Another issue with our skill checks was the issue of manual rolls. If GMs needed to have a coders understanding of over 150 different bits of code, they'd likely be coders, not GMs. GMs without the understanding would have to rely on documentation telling them how to do things. The documentation would have to be kept in sync with any code changes. A lack of said documentation would mean these GMs could not manually do undocumented checks. Obviously not ideal if the GMs of your roleplaying game can not perform roleplaying skill checks.

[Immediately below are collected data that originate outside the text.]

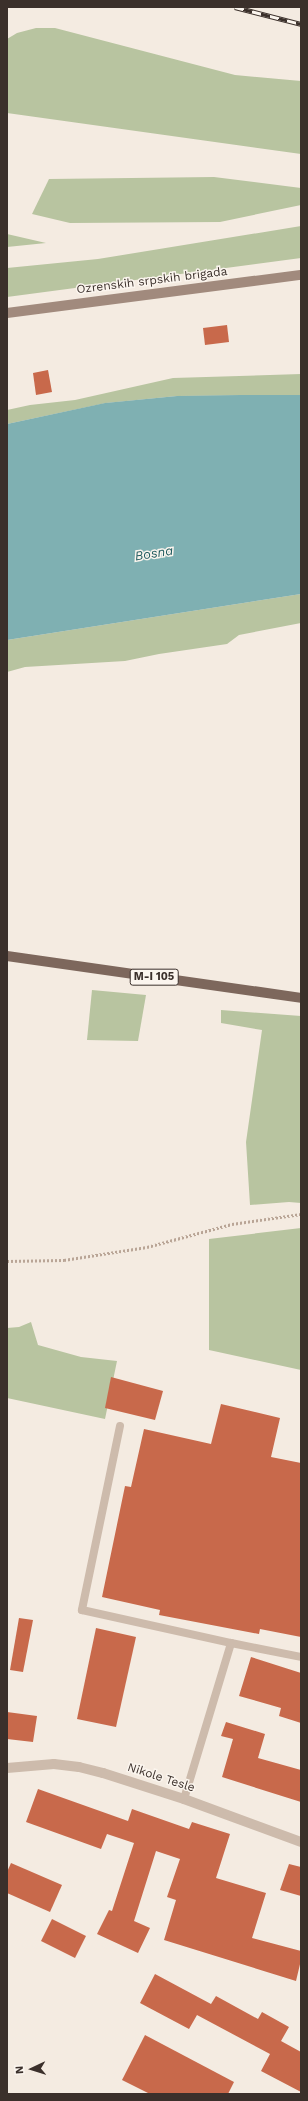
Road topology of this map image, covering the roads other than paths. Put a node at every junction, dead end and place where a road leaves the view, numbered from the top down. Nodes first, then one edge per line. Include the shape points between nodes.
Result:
1 (301, 275) edge
2 (7, 313) edge
3 (7, 956) edge
4 (301, 998) edge
5 (120, 1426) dead end
6 (231, 1643) junction
7 (301, 1657) edge
8 (7, 1768) edge
9 (184, 1798) junction
10 (301, 1842) edge

1 - 2 main road, Ozrenskih srpskih brigada
3 - 4 main road, M-I 105
5 - 6 lane via 82,1610
6 - 7 lane
6 - 9 lane
8 - 9 street, Nikole Tesle via 54,1764 79,1767
9 - 10 street, Nikole Tesle

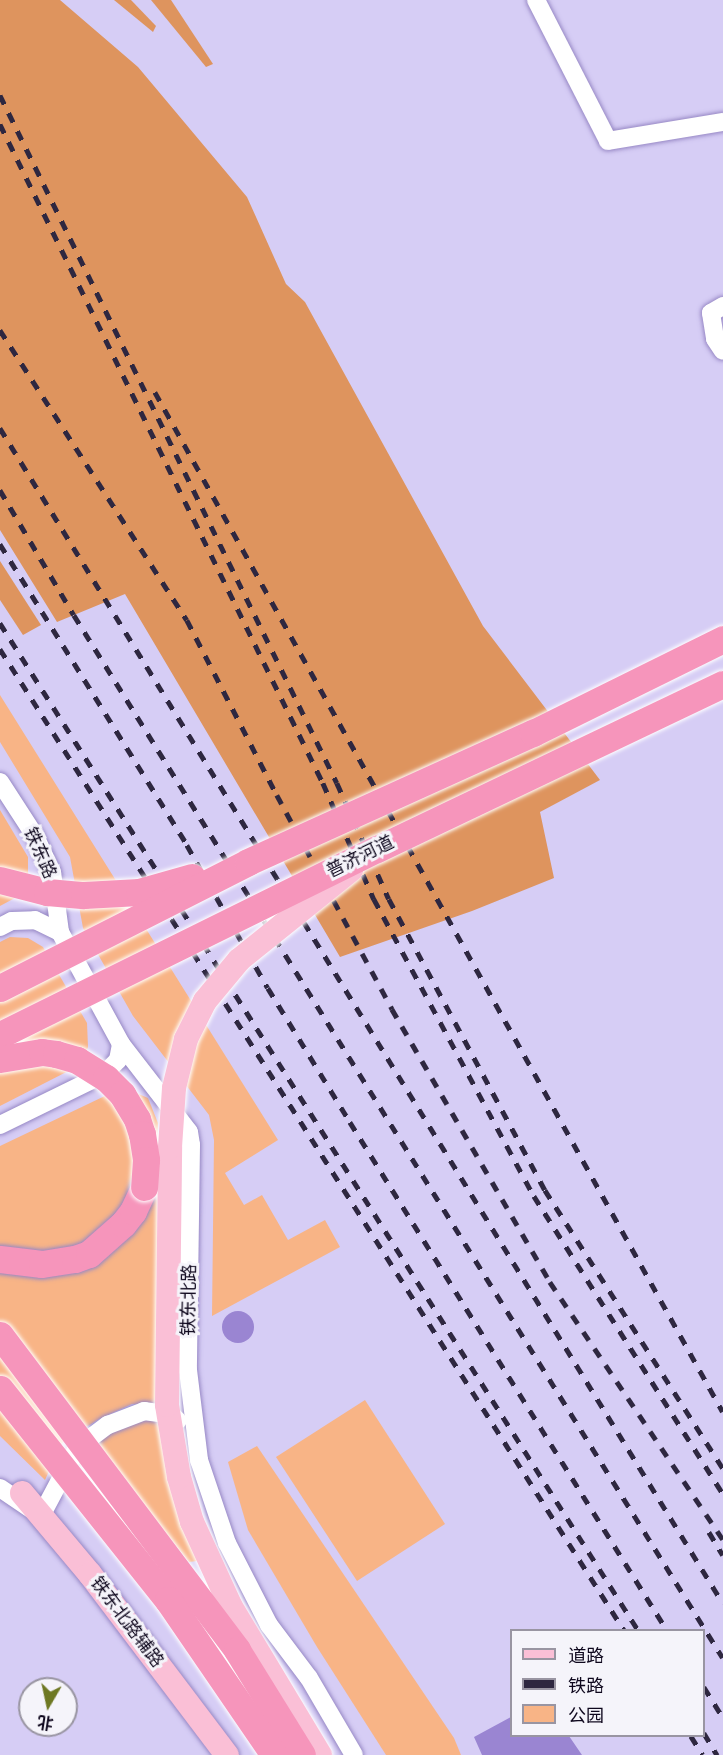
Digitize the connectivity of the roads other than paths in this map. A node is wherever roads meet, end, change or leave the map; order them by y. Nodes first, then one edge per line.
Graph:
1 (536, 0) edge
2 (723, 122) edge
3 (723, 306) edge
4 (723, 351) edge
5 (723, 639) edge
6 (723, 684) edge
7 (0, 782) edge
8 (377, 849) junction
9 (248, 862) junction
10 (0, 880) edge
11 (0, 927) edge
12 (60, 932) junction
13 (0, 988) edge
14 (0, 1035) edge
15 (121, 1044) junction
16 (0, 1059) edge
17 (0, 1125) edge
18 (0, 1259) edge
19 (0, 1335) edge
20 (0, 1389) edge
21 (197, 1442) junction
22 (0, 1474) edge
23 (11, 1490) edge
24 (41, 1516) junction
25 (227, 1755) edge
26 (274, 1755) edge
27 (302, 1755) edge
28 (320, 1755) edge
29 (354, 1755) edge

1 - 2 street
3 - 4 street
5 - 9 highway, bridge
6 - 8 highway, 普济河道, bridge
7 - 12 street, 铁东路
8 - 14 highway, 普济河道, bridge
8 - 28 main road, bridge
9 - 10 highway, bridge
9 - 13 highway, bridge
11 - 12 street
12 - 15 street, 铁东北路
15 - 17 street
15 - 21 street, 铁东北路
16 - 18 highway, bridge
19 - 27 highway, bridge
20 - 26 highway, bridge
21 - 24 street
21 - 29 street, 铁东北路
22 - 23 street
23 - 24 main road, 铁东北路辅路
24 - 25 main road, 铁东北路辅路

A third issue was abuse. Someone with the needed level of understanding behind the skill checks was easily able to abuse the detailed knowledge for their own gain. Whether we're talking about a coder making choices with their alt(s) and reviewing code they're planning to leverage or sharing knowledge with a close group of friends so the plots go the way they want, it's all spelled out directly in the code on the gizmos and gadgets and various feature objects of the game.
To solve these problems and provide a foundation for future improvements, we have centralized skill checks. A repository with each check given a useful yet succinct label and set of parameters that define how that check should be performed. Each Check Configuration lets us declare what skills it can leverage, what stats will be tested, if there are modifier inputs, how those are determined, if the check defines its own difficulty, or if it knows how to calculate the difficulty, and so on.
Using the new $Checks System is meant to be simpler than what came before. Where the feature code would need to know (or determine) the skill and stat(s) that were evaluated in the check, and calculate the modifiers, these are all removed from the feature code directly.
It looks something like this:
$checks:skill($checks.COMBAT_ATTACK[1], dude, challenger);
If the player being tested is the one being tested, and there's no opposing character, this brief:
$checks:skill($checks.CRAFT_ITEM[1]);
Today, almost every skill check you're experiencing is going through the new $Checks System. Combat is being tested on our development server prior to implementation here. Pretty much everything else has been on it, in some cases, for more than 2 weeks now. In implementing this, I had to touch over 150 different points in the code.
I came across some questionable choices - I did not however, change these questionable choices. I felt it was important to preserve the functionality everyone was used to while switching over to the new system. It's not going to be a perfect transition, and catching and fixing errors is easier when you don't overall everything else in the process. But having all the checks in one place makes doing this task a lot more possible than ever before. We can even do things like A/B Testing with this!
Staff have limited visibility into the $Checks system. They can all see what checks are available, but only more senior GMs can see what skill they leverage and only the most senior rank can see what stats are tested.
All this doesn't yet mean much to you. GMs can't yet manually run these checks. There's no IC way to access the information this will make possible. We're close though. Those announcements will occur in this thread as they come. If you are experiencing bugs or things that were easy 2 weeks ago are suddenly impossible with repeated attempts, please raise those issues for us to troubleshoot. There may be very logical reasons why you suddenly suck, but at this juncture, I want to hear early from anyone who feels something has been borked. Thanks and have a Merry Christmas everyone!